La ironía, ese ingrediente que atraviesa toda la filmografía de Baumbach, también está presente, pero aquí se siente más controlado, más adulto. No es ironía para ridiculizar al personaje, sino para subrayar la tragicomedia del ser humano. Jay Kelly no es un villano ni un mártir; es simplemente un hombre que dejó de escucharse y ahora descubre que la vida siguió avanzando sin él.
Baumbach ha mencionado que trabajar con Mortimer le permitió explorar capas que normalmente no se permiten en historias centradas en hombres. Mortimer lo explica mejor: “Jay es un hombre que se construyó sobre expectativas externas, y cuando esas expectativas se desmoronan, no sabe quién es”. Ese concepto, tan simple en palabras, se convierte en el eje emocional del filme. La película es, en esencia, un retrato de identidad: no la identidad social ni profesional, sino la identidad íntima, la que uno evita mirar para no romperse.
En paralelo, la película reflexiona sobre el paso del tiempo con una sutileza admirable. No hay discursos dramáticos sobre la edad; hay silencios. Hay objetos que ya no significan lo mismo. Hay encuentros que revelan la distancia entre el pasado y el presente. Jay Kelly no dice “estoy envejeciendo”; simplemente se da cuenta de que sus referencias, sus impulsos, sus deseos… ya no pertenecen a la persona que fue. Ese descubrimiento, filmado por Baumbach con una precisión quirúrgica, es quizás lo más doloroso y honesto de la película.
El personaje, además, funciona como comentario sobre el éxito y sus deformaciones.

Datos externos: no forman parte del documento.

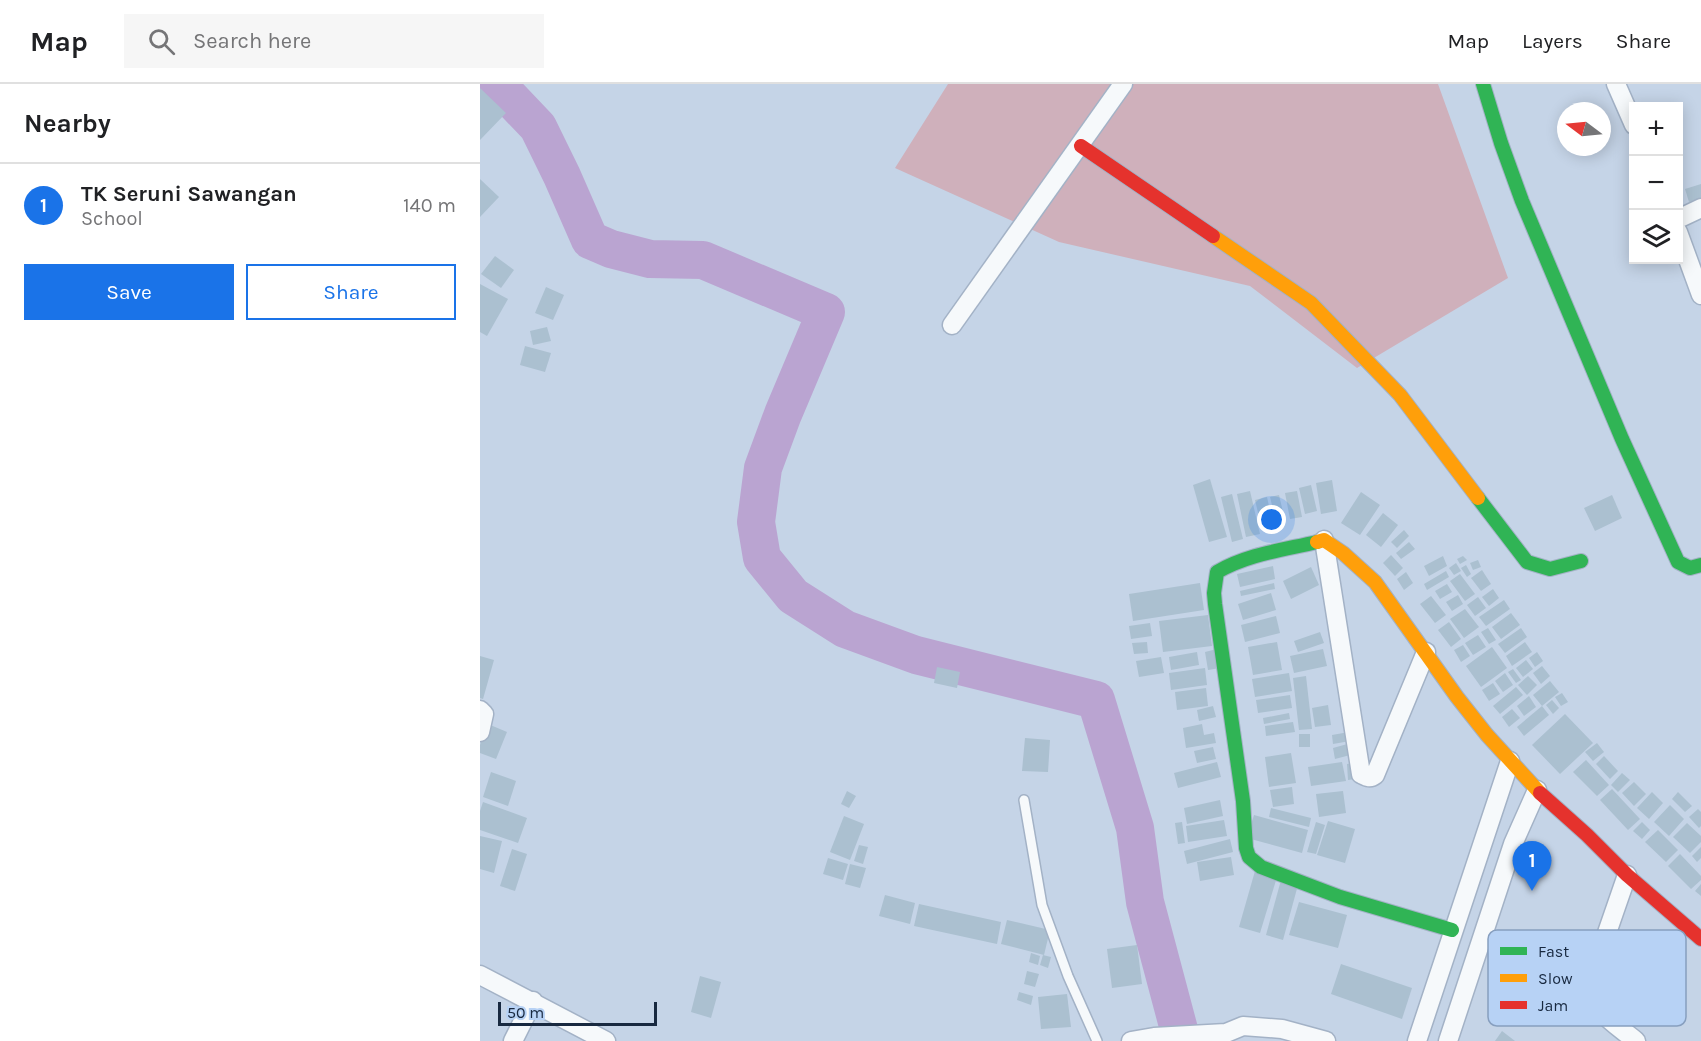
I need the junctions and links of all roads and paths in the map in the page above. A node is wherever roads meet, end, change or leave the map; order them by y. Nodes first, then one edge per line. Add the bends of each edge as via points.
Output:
1 (1123, 84) edge
2 (1483, 84) edge
3 (1616, 84) edge
4 (1629, 113) edge
5 (1081, 146) junction
6 (1701, 208) edge
7 (1683, 217) edge
8 (1683, 246) edge
9 (1701, 295) edge
10 (952, 325) dead end
11 (1324, 540) junction
12 (1581, 561) dead end
13 (1701, 565) edge
14 (1426, 652) junction
15 (480, 710) edge
16 (480, 732) edge
17 (1510, 761) junction
18 (1538, 790) junction
19 (1024, 800) dead end
20 (1627, 875) junction
21 (1452, 930) junction
22 (1608, 930) edge
23 (1701, 939) edge
24 (480, 975) edge
25 (533, 1001) junction
26 (1617, 1026) edge
27 (1281, 1035) edge
28 (1226, 1037) edge
29 (513, 1041) edge
30 (606, 1041) edge
31 (1097, 1041) edge
32 (1131, 1041) edge
33 (1243, 1041) edge
34 (1326, 1041) edge
35 (1417, 1041) edge
36 (1448, 1041) edge
37 (1636, 1041) edge

1 - 5 street
2 - 13 street via 1521,199 1623,441 1678,562 1690,568
3 - 4 street
5 - 10 street
5 - 12 street via 1311,303 1400,395 1527,561 1550,568
6 - 7 street
8 - 9 street
11 - 14 street via 1375,582
11 - 14 street via 1361,774 1372,778 1375,775
11 - 21 street via 1235,562 1217,572 1215,604 1246,848 1249,857 1261,867 1340,897
14 - 17 street
15 - 16 street via 484,714
17 - 18 street
17 - 21 street
18 - 20 street
18 - 36 street via 1513,844
19 - 31 lane via 1042,905
20 - 22 street
20 - 23 street
21 - 35 street
24 - 25 street
25 - 29 street
25 - 30 street
26 - 37 street
27 - 28 street via 1242,1026
27 - 34 street
28 - 32 street via 1199,1035
28 - 33 street

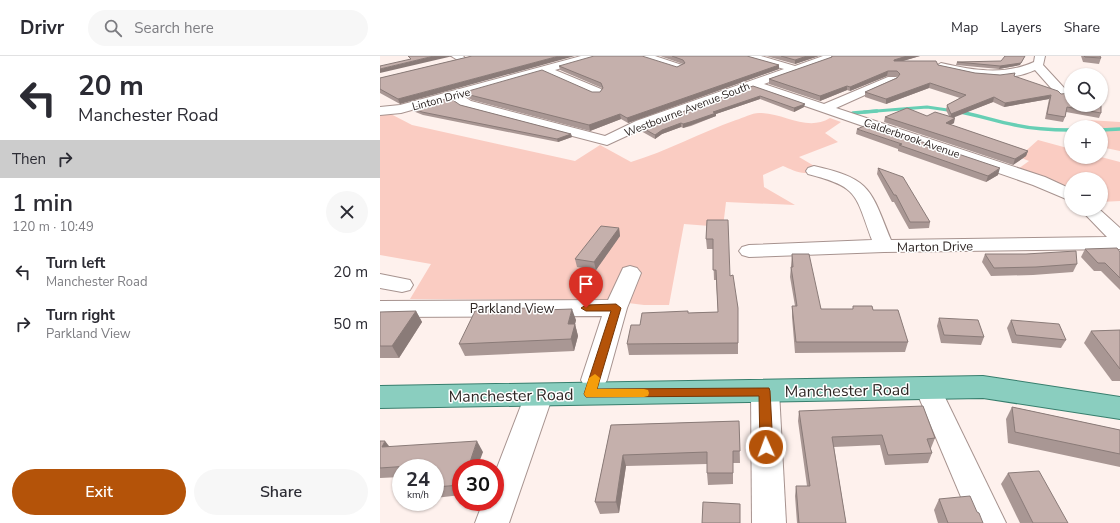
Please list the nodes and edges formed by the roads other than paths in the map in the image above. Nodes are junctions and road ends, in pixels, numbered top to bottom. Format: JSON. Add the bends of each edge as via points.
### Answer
{"nodes":[{"id":1,"x":593,"y":56,"type":"edge"},
{"id":2,"x":644,"y":56,"type":"edge"},
{"id":3,"x":749,"y":56,"type":"edge"},
{"id":4,"x":828,"y":58,"type":"edge"},
{"id":5,"x":1039,"y":60,"type":"edge"},
{"id":6,"x":941,"y":66,"type":"edge"},
{"id":7,"x":672,"y":67,"type":"edge"},
{"id":8,"x":795,"y":69,"type":"junction"},
{"id":9,"x":543,"y":70,"type":"junction"},
{"id":10,"x":892,"y":79,"type":"edge"},
{"id":11,"x":752,"y":84,"type":"junction"},
{"id":12,"x":597,"y":92,"type":"edge"},
{"id":13,"x":1063,"y":94,"type":"edge"},
{"id":14,"x":454,"y":95,"type":"junction"},
{"id":15,"x":825,"y":108,"type":"junction"},
{"id":16,"x":380,"y":111,"type":"edge"},
{"id":17,"x":814,"y":171,"type":"dead end"},
{"id":18,"x":1064,"y":193,"type":"edge"},
{"id":19,"x":1096,"y":216,"type":"edge"},
{"id":20,"x":1120,"y":240,"type":"edge"},
{"id":21,"x":1120,"y":243,"type":"edge"},
{"id":22,"x":884,"y":246,"type":"junction"},
{"id":23,"x":749,"y":251,"type":"dead end"},
{"id":24,"x":630,"y":273,"type":"dead end"},
{"id":25,"x":380,"y":281,"type":"edge"},
{"id":26,"x":402,"y":285,"type":"dead end"},
{"id":27,"x":616,"y":308,"type":"junction"},
{"id":28,"x":380,"y":309,"type":"edge"},
{"id":29,"x":925,"y":381,"type":"junction"},
{"id":30,"x":380,"y":383,"type":"edge"},
{"id":31,"x":764,"y":384,"type":"junction"},
{"id":32,"x":542,"y":387,"type":"junction"},
{"id":33,"x":592,"y":387,"type":"junction"},
{"id":34,"x":412,"y":390,"type":"junction"},
{"id":35,"x":1120,"y":395,"type":"edge"},
{"id":36,"x":380,"y":397,"type":"edge"},
{"id":37,"x":1120,"y":408,"type":"edge"},
{"id":38,"x":492,"y":523,"type":"edge"},
{"id":39,"x":769,"y":523,"type":"edge"},
{"id":40,"x":988,"y":523,"type":"edge"}],
"edges":[{"from":1,"to":9,"type":"street","name":"Linton Drive"},
{"from":2,"to":7,"type":"street"},
{"from":3,"to":8,"type":"street"},
{"from":4,"to":8,"type":"street","name":"Westbourne Avenue South"},
{"from":5,"to":6,"type":"street","via":[[1012,73],[986,74]]},
{"from":5,"to":13,"type":"street"},
{"from":8,"to":11,"type":"street","name":"Westbourne Avenue South"},
{"from":9,"to":12,"type":"street"},
{"from":9,"to":14,"type":"street","name":"Linton Drive"},
{"from":10,"to":15,"type":"street"},
{"from":11,"to":14,"type":"street","name":"Westbourne Avenue South","via":[[641,124],[607,141],[466,104]]},
{"from":11,"to":15,"type":"street","name":"Calderbrook Avenue"},
{"from":14,"to":16,"type":"street","name":"Linton Drive","via":[[401,109]]},
{"from":15,"to":18,"type":"street","name":"Calderbrook Avenue","via":[[1039,181]]},
{"from":17,"to":22,"type":"street","via":[[837,177],[856,187],[863,197]]},
{"from":19,"to":20,"type":"street"},
{"from":21,"to":22,"type":"street","name":"Marton Drive"},
{"from":22,"to":23,"type":"street","name":"Marton Drive"},
{"from":24,"to":27,"type":"street"},
{"from":25,"to":26,"type":"street"},
{"from":27,"to":28,"type":"street","name":"Parkland View"},
{"from":27,"to":33,"type":"street"},
{"from":29,"to":31,"type":"main road","name":"Manchester Road"},
{"from":29,"to":35,"type":"main road","name":"Manchester Road","via":[[985,375]]},
{"from":29,"to":37,"type":"main road","name":"Manchester Road","via":[[983,387]]},
{"from":29,"to":40,"type":"street"},
{"from":30,"to":34,"type":"main road","name":"Manchester Road"},
{"from":31,"to":33,"type":"main road","name":"Manchester Road"},
{"from":31,"to":39,"type":"street"},
{"from":32,"to":33,"type":"main road","name":"Manchester Road"},
{"from":32,"to":34,"type":"main road","name":"Manchester Road"},
{"from":32,"to":38,"type":"street"},
{"from":34,"to":36,"type":"main road","name":"Manchester Road"}]}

La película no critica la ambición; crítica la ilusión de que la ambición es suficiente. Jay logró lo que muchos sueñan, pero lo hizo sin preguntarse quién quería ser más allá de su carrera. Y cuando esa carrera ya no lo sostiene, la caída no es profesional: es existencial. Es ahí donde Mortimer aporta un contrapunto delicado, recordando que la vida interior del personaje nunca fue una prioridad para él, y que ahora debe construirla desde cero.
Baumbach filma esta crisis con un tono que oscila entre lo melancólico y lo mordaz. Hay humor, sí, pero es un humor que nace de la incomodidad, de la torpeza humana, de la incapacidad de decir en voz alta lo que realmente sentimos. Ese humor evita que la película se hunda en el pesimismo; le da oxigeno. Le da espacio para que el espectador pueda reconocer su propia fragilidad sin sentirse aplastado.
La película, además, tiene una cualidad casi literaria: pareciera leída desde un diario íntimo, no desde una estructura clásica de tres actos. Baumbach permite que las escenas respiren, que los silencios hablen, que los gestos se revelen más que los diálogos. Esa libertad narrativa es uno de los puntos más fuertes del filme, porque convierte la historia en una experiencia sensorial, no solo emocional.
Pero tal vez lo más poderoso de Jay Kelly es su convicción de que nunca es demasiado tarde para aceptar quiénes somos. El personaje no encuentra redención plena, Baumbach nunca regala finales fáciles, pero encuentra claridad. Encuentra, por primera vez en mucho tiempo, una versión de sí mismo a la que puedes mirar sin vergüenza.
Eso, en el universo de Baumbach, ya es un milagro.